===== Data to examine =====
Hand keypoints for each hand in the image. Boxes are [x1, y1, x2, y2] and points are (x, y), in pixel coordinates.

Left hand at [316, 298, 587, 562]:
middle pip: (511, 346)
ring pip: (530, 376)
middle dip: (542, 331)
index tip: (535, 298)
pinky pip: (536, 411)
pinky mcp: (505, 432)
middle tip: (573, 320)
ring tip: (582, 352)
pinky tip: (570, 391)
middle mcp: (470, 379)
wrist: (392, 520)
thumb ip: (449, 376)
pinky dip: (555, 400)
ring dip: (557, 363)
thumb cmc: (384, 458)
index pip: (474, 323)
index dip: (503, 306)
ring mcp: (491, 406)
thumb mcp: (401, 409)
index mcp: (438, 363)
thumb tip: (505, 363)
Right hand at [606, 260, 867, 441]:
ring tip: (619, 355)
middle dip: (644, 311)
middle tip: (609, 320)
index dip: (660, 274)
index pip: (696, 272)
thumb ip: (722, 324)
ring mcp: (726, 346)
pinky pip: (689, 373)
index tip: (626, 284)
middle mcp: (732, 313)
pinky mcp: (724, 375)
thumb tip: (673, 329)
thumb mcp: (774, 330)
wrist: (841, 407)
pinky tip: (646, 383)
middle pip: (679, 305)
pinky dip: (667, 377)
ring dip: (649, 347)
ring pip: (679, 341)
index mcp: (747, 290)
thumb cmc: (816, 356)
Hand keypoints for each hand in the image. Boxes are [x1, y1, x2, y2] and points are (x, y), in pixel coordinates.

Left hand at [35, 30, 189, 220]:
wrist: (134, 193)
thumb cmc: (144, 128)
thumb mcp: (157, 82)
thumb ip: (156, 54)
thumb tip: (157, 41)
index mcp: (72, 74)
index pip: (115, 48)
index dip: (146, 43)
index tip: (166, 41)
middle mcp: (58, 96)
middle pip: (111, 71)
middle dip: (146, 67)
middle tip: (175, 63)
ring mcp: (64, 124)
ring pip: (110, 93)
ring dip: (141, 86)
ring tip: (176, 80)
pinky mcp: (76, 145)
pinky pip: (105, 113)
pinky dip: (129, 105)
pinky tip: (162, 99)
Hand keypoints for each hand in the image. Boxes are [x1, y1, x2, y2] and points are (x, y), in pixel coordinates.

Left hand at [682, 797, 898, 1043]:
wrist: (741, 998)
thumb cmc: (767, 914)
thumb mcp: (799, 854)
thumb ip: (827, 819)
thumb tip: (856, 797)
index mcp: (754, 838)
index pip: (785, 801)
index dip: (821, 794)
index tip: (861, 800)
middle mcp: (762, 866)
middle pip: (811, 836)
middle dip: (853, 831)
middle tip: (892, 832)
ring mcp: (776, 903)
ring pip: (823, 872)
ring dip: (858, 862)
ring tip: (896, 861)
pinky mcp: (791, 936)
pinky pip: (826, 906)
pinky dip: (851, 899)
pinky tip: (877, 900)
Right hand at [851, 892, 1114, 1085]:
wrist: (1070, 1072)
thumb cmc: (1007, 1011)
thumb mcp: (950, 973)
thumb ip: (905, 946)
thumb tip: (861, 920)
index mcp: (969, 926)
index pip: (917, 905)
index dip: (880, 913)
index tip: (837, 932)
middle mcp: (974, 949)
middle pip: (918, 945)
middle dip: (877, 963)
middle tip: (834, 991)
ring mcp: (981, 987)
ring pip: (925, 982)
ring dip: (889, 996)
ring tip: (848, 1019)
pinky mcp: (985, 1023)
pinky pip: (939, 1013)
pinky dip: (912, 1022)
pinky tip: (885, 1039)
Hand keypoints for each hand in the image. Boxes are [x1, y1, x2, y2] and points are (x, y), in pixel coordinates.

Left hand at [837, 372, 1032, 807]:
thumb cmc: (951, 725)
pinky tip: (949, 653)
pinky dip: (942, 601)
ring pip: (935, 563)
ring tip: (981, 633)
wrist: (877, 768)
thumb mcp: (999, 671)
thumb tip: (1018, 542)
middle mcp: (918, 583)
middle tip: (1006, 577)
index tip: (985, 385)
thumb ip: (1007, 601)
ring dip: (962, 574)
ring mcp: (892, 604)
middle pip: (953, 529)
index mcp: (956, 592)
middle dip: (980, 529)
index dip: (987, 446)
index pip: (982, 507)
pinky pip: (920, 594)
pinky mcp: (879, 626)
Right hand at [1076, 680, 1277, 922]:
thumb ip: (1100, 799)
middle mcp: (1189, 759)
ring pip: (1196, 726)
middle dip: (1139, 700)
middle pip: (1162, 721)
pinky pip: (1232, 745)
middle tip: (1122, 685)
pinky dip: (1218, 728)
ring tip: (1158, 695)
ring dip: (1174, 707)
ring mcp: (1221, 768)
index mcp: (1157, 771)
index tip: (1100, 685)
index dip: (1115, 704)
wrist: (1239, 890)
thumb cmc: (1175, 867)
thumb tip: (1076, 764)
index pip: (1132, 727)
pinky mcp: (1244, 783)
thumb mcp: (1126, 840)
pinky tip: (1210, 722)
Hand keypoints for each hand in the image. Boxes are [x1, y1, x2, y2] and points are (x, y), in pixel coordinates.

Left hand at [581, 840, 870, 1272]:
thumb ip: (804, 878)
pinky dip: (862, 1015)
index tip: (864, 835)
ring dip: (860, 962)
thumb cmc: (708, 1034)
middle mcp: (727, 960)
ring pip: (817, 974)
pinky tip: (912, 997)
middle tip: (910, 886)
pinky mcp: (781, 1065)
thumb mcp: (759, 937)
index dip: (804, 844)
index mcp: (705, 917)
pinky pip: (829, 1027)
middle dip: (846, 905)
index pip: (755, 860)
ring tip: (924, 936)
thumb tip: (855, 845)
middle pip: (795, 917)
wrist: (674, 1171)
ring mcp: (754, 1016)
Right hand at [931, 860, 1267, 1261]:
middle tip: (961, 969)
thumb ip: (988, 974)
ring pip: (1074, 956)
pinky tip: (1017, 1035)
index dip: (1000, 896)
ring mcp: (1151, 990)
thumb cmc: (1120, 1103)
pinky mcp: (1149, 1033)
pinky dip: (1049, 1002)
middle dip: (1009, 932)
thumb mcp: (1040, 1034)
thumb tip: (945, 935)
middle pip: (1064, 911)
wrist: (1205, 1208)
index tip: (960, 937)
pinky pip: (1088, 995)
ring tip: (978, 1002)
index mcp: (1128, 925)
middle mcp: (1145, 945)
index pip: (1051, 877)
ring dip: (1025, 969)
=====
### [What is required]
Give back, verbatim, the lines from the top of the entries above through the line containing "pinky dip: (667, 377)".

### [Task solution]
Hand keypoints for each hand in the image. Boxes are [x1, y1, x2, y2] and points are (x, y), in pixel coordinates.

Left hand at [316, 298, 587, 562]:
middle pip: (511, 346)
ring pip: (530, 376)
middle dip: (542, 331)
index tip: (535, 298)
pinky pip: (536, 411)
pinky mcp: (505, 432)
middle tip: (573, 320)
ring tip: (582, 352)
pinky tip: (570, 391)
middle mcp: (470, 379)
wrist: (392, 520)
thumb ip: (449, 376)
pinky dip: (555, 400)
ring dip: (557, 363)
thumb cmc: (384, 458)
index pip: (474, 323)
index dip: (503, 306)
ring mcp: (491, 406)
thumb mcp: (401, 409)
index mcp: (438, 363)
thumb tip: (505, 363)
Right hand at [606, 260, 867, 441]:
ring tip: (619, 355)
middle dip: (644, 311)
middle tip: (609, 320)
index dip: (660, 274)
index pip: (696, 272)
thumb ip: (722, 324)
ring mcp: (726, 346)
pinky pip: (689, 373)
index tip: (626, 284)
middle mcp: (732, 313)
pinky mcp: (724, 375)
thumb tip: (673, 329)
thumb mcp: (774, 330)
wrist: (841, 407)
pinky tip: (646, 383)
middle pip: (679, 305)
pinky dip: (667, 377)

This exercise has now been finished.